Some plants have variegated foliage.  That’s normal.  However, if you see plants with unexpected blotchy light and dark-colored leaves, yellow lines or yellow ring patterns, avoid these.  They may be infected with a virus.

Avoid plants with fuzzy growth on the leaves

Such growth typically indicates a fungal or water mold infection.  For example, white growth on upper and lower leaf surfaces can indicate a powdery mildew problem; white, gray or purplish growth on the undersides of leaves is typical of a downy mildew

Choose plants with healthy, white roots

Examine plant roots whenever possible.  If roots are brown or otherwise discolored, root rots or some sort of physical root injury (e.g., heat injury) may be an issue.

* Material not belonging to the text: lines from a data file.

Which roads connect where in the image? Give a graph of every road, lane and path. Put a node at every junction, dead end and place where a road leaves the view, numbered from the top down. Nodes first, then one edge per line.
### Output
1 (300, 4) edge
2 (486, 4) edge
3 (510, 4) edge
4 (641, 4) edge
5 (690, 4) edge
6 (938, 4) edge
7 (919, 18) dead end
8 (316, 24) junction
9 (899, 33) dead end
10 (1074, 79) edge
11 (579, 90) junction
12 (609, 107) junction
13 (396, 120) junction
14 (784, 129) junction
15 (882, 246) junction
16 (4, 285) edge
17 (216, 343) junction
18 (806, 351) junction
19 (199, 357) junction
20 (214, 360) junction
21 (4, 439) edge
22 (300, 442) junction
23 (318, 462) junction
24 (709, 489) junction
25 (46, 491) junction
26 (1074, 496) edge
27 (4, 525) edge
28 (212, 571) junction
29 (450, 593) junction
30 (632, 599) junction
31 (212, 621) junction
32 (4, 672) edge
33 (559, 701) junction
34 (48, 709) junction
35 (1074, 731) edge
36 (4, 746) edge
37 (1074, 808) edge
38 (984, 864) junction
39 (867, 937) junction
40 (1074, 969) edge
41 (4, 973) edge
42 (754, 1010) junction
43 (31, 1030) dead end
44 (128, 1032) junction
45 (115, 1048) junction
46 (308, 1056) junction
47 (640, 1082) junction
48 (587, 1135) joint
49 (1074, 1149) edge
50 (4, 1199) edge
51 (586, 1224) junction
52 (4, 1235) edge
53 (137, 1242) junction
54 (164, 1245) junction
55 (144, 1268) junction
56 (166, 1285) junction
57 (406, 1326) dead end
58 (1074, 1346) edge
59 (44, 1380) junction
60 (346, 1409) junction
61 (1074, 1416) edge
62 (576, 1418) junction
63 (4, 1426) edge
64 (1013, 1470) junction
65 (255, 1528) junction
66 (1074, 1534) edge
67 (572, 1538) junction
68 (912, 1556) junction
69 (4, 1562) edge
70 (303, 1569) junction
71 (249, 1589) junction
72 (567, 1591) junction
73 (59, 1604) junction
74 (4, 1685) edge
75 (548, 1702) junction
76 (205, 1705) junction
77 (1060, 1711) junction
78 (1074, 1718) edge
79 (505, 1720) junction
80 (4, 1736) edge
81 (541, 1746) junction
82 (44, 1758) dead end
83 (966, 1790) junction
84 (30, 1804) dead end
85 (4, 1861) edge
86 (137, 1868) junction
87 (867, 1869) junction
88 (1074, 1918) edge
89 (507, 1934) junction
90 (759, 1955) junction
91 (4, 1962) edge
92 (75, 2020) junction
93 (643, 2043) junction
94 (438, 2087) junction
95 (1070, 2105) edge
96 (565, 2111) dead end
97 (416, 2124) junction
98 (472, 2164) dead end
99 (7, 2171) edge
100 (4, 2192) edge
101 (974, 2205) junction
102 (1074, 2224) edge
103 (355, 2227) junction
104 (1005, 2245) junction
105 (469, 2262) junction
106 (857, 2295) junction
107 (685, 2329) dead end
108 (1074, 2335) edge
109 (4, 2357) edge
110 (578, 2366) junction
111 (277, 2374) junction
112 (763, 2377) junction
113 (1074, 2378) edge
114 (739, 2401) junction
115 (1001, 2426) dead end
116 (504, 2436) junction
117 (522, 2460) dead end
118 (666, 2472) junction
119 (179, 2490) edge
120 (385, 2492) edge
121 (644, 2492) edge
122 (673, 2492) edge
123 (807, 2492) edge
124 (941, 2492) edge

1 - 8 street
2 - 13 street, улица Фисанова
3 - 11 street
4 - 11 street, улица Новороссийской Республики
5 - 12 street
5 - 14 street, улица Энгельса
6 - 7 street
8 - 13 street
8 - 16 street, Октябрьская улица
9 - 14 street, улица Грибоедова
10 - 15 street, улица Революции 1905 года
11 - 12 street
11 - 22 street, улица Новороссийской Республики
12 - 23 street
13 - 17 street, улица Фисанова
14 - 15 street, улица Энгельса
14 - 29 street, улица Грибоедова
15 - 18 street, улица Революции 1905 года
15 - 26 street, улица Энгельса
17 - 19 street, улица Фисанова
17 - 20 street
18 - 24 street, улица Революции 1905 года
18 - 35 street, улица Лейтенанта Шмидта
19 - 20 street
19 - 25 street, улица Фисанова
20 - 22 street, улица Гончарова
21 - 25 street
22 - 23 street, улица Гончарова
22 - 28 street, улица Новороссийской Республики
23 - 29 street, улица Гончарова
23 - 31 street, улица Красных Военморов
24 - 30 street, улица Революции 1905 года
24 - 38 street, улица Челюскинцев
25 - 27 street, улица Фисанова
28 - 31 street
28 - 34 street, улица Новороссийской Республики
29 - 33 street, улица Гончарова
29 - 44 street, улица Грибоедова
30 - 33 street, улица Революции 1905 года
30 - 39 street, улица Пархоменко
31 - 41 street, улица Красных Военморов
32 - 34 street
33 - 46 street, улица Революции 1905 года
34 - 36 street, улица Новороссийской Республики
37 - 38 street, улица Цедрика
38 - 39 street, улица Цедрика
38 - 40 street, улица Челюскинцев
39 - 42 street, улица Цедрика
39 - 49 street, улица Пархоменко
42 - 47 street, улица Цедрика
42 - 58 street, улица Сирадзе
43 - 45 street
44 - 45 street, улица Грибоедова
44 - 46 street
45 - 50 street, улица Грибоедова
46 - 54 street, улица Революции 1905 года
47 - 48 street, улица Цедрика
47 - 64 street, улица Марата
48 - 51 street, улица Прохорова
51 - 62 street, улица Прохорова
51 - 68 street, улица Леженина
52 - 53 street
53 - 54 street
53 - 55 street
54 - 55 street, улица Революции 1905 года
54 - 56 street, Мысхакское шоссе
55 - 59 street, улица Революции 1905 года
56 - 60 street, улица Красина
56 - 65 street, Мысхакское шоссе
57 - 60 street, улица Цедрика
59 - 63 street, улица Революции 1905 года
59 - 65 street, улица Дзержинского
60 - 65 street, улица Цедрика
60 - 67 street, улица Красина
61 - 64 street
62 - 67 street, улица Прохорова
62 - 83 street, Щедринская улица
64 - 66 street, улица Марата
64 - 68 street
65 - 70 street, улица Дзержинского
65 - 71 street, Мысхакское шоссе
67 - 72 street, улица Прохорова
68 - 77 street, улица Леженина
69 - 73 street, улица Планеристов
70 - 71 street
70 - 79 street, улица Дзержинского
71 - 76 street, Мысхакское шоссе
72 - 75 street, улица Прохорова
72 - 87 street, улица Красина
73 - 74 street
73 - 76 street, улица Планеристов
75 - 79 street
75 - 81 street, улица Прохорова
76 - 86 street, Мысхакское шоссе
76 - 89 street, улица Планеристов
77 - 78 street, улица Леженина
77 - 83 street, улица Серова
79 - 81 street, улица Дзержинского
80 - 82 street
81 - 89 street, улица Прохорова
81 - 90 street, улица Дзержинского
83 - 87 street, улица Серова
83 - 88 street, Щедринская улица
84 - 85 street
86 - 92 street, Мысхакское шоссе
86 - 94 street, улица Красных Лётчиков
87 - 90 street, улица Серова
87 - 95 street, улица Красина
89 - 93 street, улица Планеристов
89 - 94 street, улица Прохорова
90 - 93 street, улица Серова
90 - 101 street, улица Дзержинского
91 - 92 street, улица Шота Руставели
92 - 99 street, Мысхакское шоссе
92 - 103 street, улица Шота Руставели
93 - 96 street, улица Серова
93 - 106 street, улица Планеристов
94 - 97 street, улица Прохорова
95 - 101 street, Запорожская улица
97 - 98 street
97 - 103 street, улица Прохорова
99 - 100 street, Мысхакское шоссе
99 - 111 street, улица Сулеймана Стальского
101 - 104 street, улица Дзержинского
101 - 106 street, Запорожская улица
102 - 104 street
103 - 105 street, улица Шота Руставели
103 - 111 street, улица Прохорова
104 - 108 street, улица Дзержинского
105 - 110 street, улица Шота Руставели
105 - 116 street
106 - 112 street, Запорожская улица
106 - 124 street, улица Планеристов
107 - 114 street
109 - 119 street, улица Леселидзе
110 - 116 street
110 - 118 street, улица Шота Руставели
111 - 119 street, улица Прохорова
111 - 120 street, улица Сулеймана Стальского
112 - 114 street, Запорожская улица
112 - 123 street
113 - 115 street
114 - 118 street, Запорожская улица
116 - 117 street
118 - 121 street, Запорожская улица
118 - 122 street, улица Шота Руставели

Avoid plants with blotchy leaf color, an indication of a viral infection.
Avoid plants with blotchy leaf color, an indication of a viral infection.

With just a little care, you can buy healthy, pathogen-free plants that will provide months, if not years, of gardening enjoyment.

Need more information?

For more information on plant diseases and their management, check out the fact sheet section of the UW-Madison PDDC website (https://pddc.wisc.edu/fact-sheet-listing-all/).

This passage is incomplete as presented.